» **What you will do**: Going line by line through the records below, count those containing the word "Vista", then give only the count.

» **Source material**:

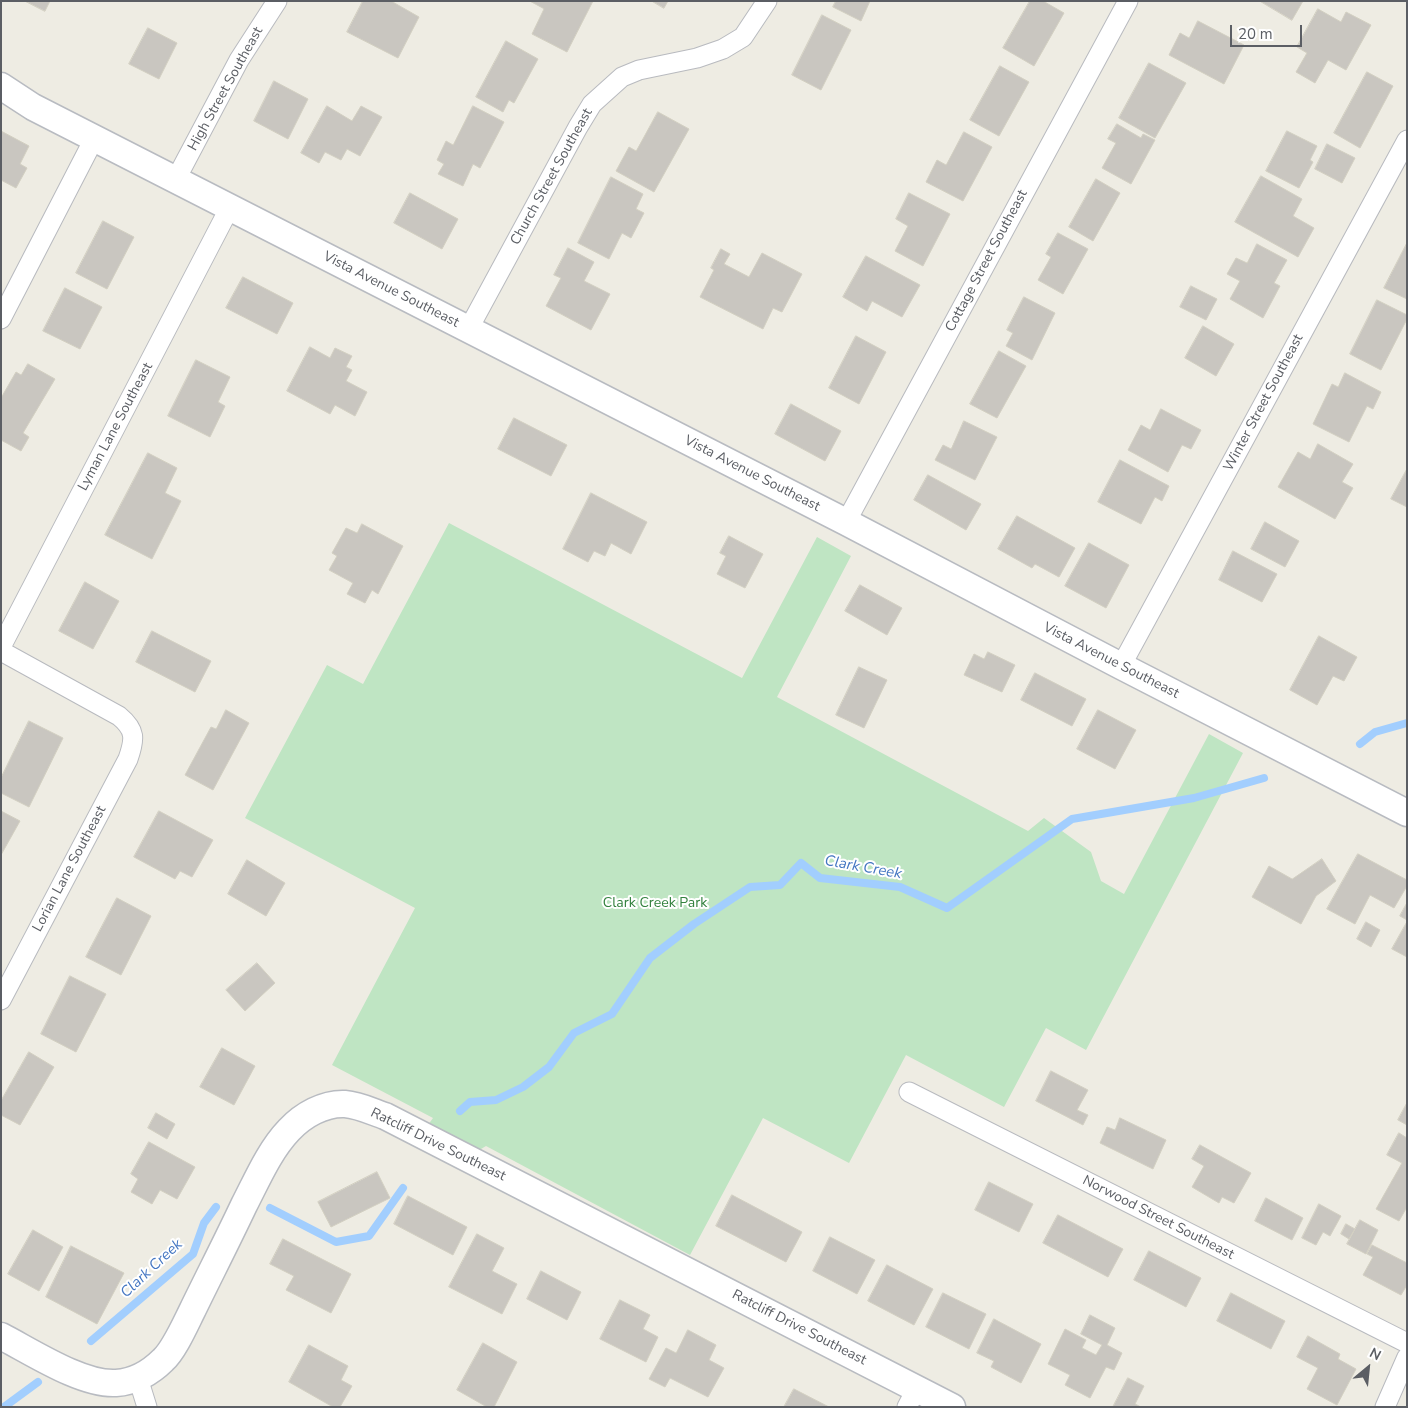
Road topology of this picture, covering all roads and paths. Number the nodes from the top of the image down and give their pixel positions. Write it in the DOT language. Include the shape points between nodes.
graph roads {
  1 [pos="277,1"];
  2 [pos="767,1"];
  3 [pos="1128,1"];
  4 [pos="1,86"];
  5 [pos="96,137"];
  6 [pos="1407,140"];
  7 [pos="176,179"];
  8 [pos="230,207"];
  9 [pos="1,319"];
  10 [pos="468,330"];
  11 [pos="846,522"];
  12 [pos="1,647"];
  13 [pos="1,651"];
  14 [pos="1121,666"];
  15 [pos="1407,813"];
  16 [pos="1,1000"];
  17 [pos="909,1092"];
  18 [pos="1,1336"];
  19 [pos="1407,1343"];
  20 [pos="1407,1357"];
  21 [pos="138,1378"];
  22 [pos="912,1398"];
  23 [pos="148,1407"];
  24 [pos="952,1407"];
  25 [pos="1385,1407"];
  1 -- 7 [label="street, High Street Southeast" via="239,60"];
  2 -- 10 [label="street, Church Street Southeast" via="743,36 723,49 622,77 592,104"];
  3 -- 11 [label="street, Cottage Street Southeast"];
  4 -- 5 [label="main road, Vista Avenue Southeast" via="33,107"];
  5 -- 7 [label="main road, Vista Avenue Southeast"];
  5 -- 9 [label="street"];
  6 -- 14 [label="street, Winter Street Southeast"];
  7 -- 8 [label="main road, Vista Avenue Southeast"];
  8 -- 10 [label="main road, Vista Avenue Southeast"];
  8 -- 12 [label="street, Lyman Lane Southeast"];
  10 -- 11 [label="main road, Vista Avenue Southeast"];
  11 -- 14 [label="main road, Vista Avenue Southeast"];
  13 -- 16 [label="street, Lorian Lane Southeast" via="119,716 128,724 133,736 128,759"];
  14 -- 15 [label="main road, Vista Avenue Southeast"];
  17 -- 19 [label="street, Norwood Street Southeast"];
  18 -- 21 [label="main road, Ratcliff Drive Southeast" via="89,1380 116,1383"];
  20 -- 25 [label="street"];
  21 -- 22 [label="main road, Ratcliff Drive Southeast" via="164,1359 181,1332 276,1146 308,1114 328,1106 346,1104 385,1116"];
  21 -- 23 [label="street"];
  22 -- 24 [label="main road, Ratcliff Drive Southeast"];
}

» **Worked solution**: 7